When he returned from the war, his clothing in shreds and with no opportunity to buy others, he realized he was missing out on the great business opportunities going down on the gray and black markets. He brooded for two days before he hit on the solution and, seizing an army blanket, proceeded to cut and sew a suit on my grandmother’s Singer sewing machine. The trousers were a bit short, but he got his chance and many more. Years afterward he owned one of the most successful agricultural export companies in Belgrade.
But I am getting ahead of myself.
In Old Yugoslavia, the gypsies or Roma as they prefer to be called, followed traditional occupations such as horse trading, black smithing, fixing pots and sharpening knives and, of course, playing music. The women supplemented the family income by house-cleaning, fortune telling and begging. All in all, they got along and were free to pursue the life that they loved, that of the open road.
However, there was one tribe, the Chergashi, whom everybody feared. The reason for that was that they stole children for the express purpose of setting them to begging. The unfortunate children would be maimed or blinded to evoke public sympathy and often their tongues would be cut out so that they could never tell their true story.
But people were prudent and would keep their children indoors whenever the Chergashi would pass.
My grandmother, once a rich man’s daughter had sold her family farm and was living in the town of Arandjelovac [Archangel] where she ran a dress making concern and later an inn.
On the day in question, her husband was sleeping off a hangover, one of many, mostly continuous, acquired after the First World War.
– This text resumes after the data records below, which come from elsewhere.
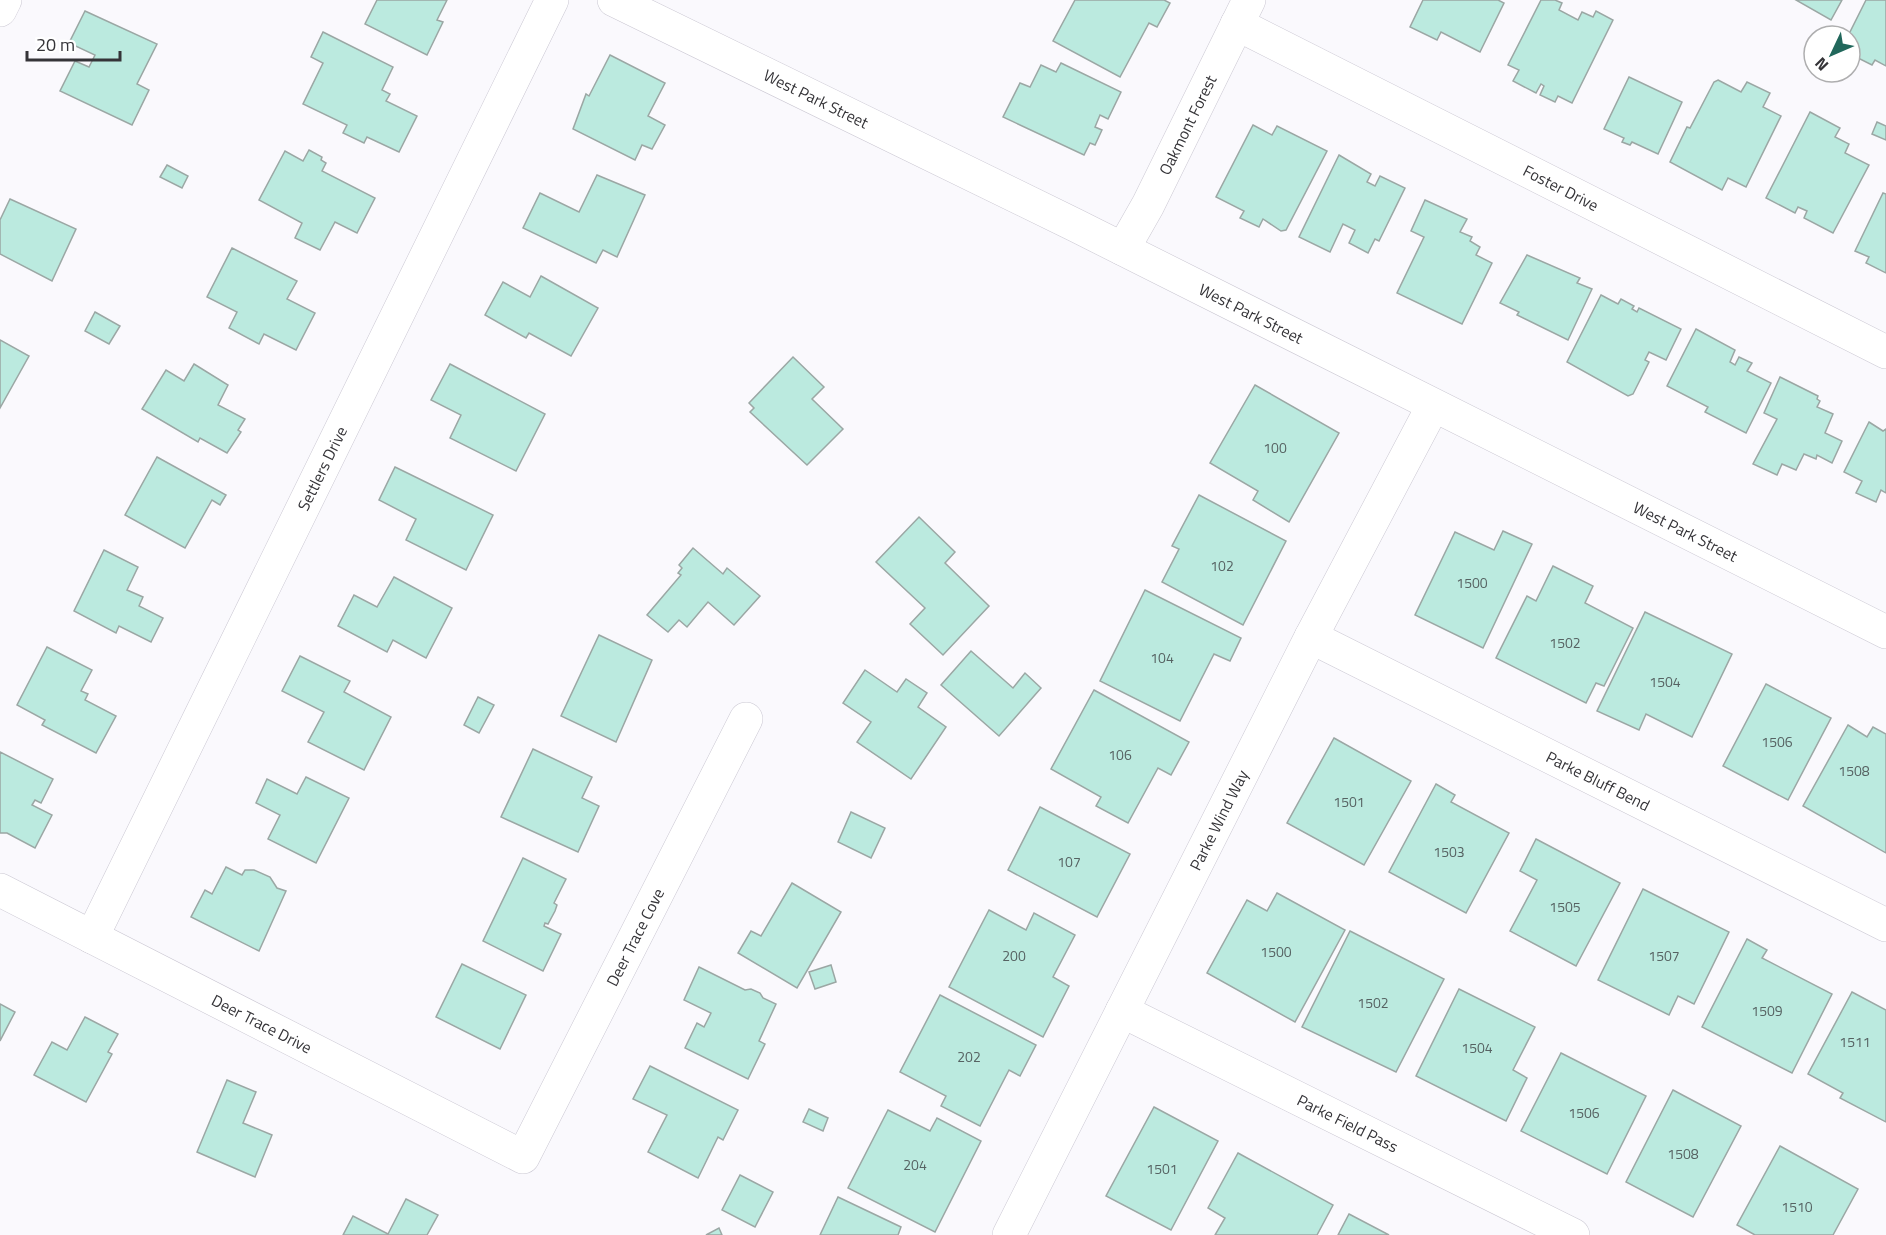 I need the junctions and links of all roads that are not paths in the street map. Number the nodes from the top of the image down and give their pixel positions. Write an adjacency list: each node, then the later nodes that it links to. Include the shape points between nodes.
1 (5, 0): 4 (street)
2 (552, 0): 14 (street, Settlers Drive)
3 (614, 0): 6 (street, West Park Street)
4 (0, 10)
5 (1243, 12): 6 (street, Oakmont Forest); 7 (street, Foster Drive)
6 (1123, 249): 8 (street, West Park Street)
7 (1886, 352)
8 (1433, 406): 9 (street, West Park Street); 10 (street, Parke Wind Way)
9 (1886, 633)
10 (1311, 637): 13 (street, Parke Bluff Bend); 15 (street, Parke Wind Way)
11 (746, 719): 16 (street, Deer Trace Cove)
12 (0, 890): 14 (street, Deer Trace Drive)
13 (1886, 925)
14 (92, 937): 16 (street, Deer Trace Drive)
15 (1122, 1011): 17 (street, Parke Wind Way); 18 (street, Parke Field Pass)
16 (523, 1157)
17 (1009, 1235)
18 (1573, 1235) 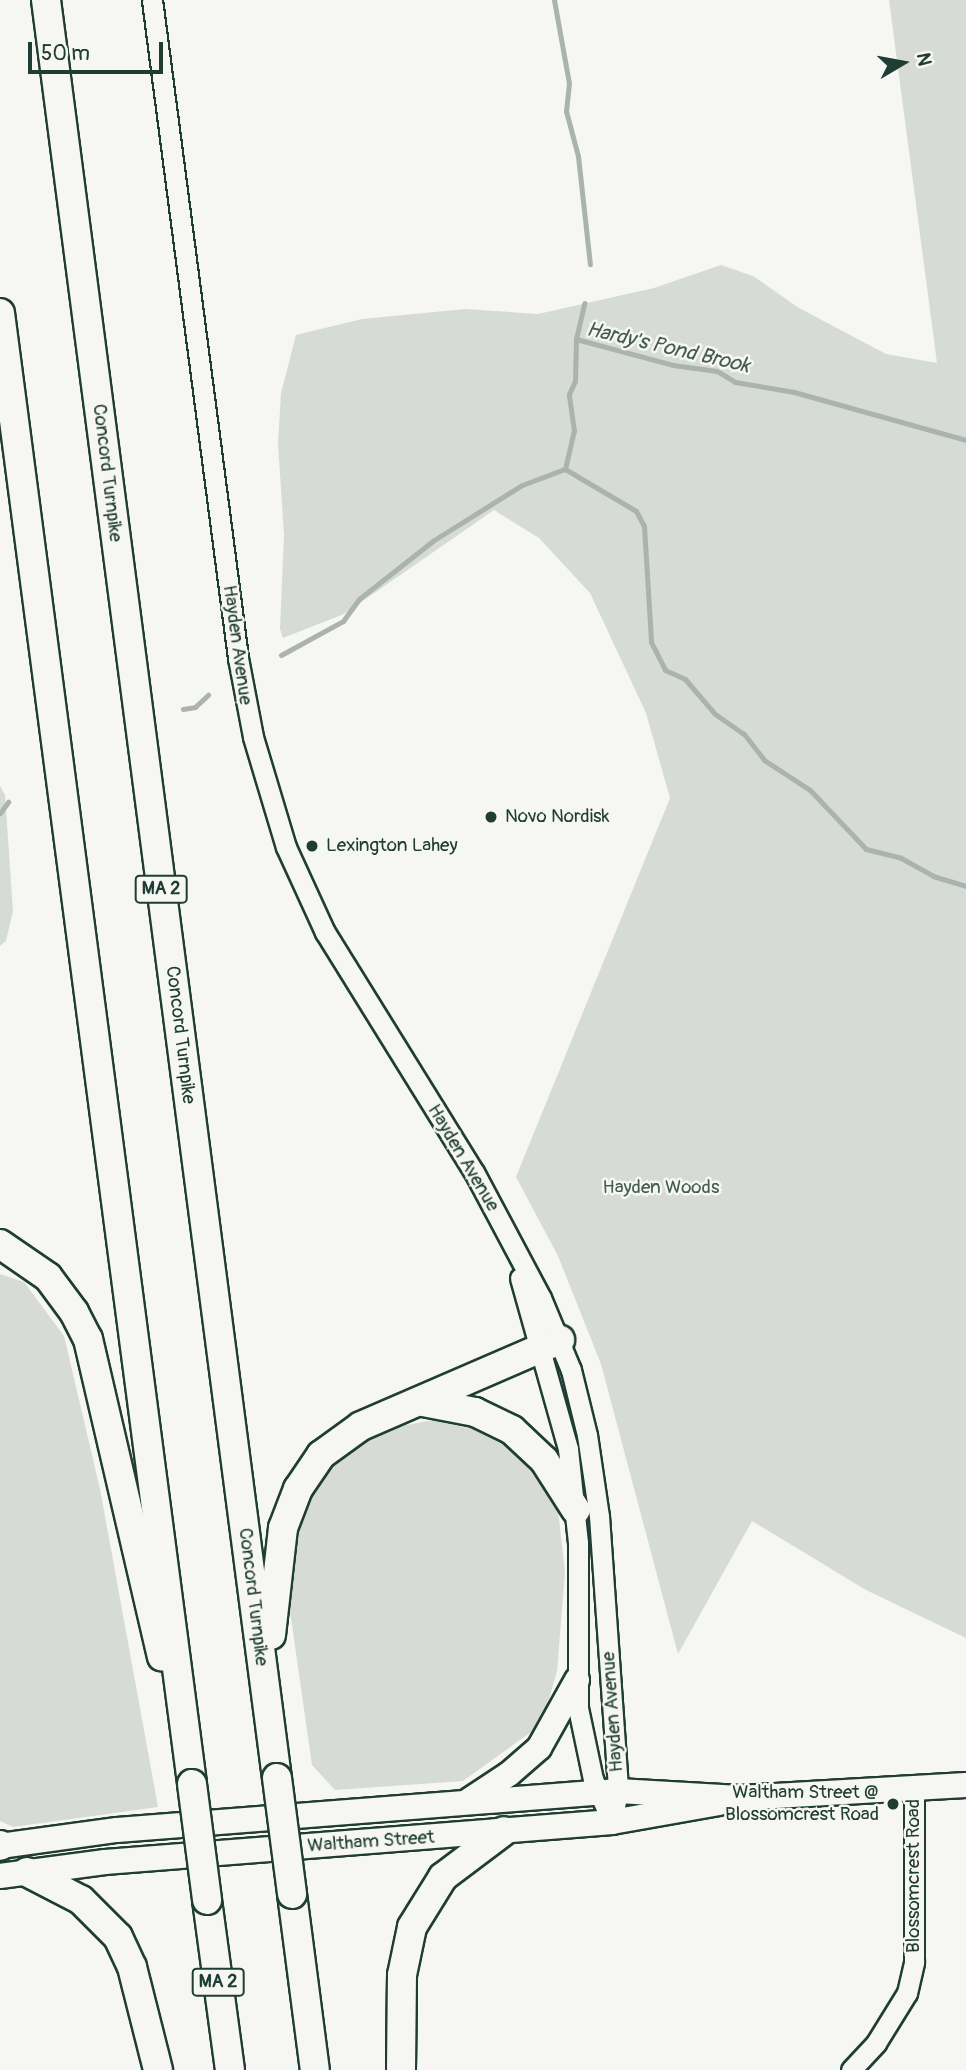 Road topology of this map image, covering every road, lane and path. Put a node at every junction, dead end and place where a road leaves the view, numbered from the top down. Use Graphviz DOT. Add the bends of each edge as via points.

We didn’t know what post-traumatic stress disorder was then or how people coped by self-medicating but since a third of all of our men were killed in that terrible war, he must have had a profound longing to obliterate his pain.
Grandmother, like all of the townspeople, had heard by word of mouth that the Chergashi would be passing through that day. She locked her children inside the house and after giving them dire warnings went off to attend to business. When she returned the smaller children informed her that Zhika had slipped through an open window and run off. Just at that moment her cousin arrived for a visit on what must have been one of the first racing motorbikes in Yugoslavia and gave chase, catching up to the Chergashi many miles down the road. After the usual threats failed, bribes were exchanged, my uncle, hidden in the caravan, was returned home.
My grandmother, on the edge of reason, delighted to see that her son was still intact, proceeded to beat the tar out of him with a mixture of relief and exasperation. Afterward, looking for revenge, Zhika pulled down his short pants and sat in a cauldron of stew that she had left to cool, thus ruining the meal.
My mother never liked stories like that. She was the kind of person who brought stray animals and stray people home. She liked to give the gypsies as much business as she could. Radha the Gypsy was her cleaning woman and came by for fortune telling and Turkish coffee whenever she was in town.
One day as Radha was washing the windows, my mother slipped off her diamond ring while helping out and left it on the ledge. Interrupted by the telephone, she walked out of the room. I saw Radha snatch the ring up and tuck it into a leather pouch which hung under her many colored skirts. She gave me a sharp look, and I knew that she would probably turn me into a toad if I snitched, so I said nothing then nor when my father began raging that evening. My mother defended Radha as long as she could, and then she said, ‘She’s a poor gypsy woman, if she didn’t steal how else would she be able to feed her children?’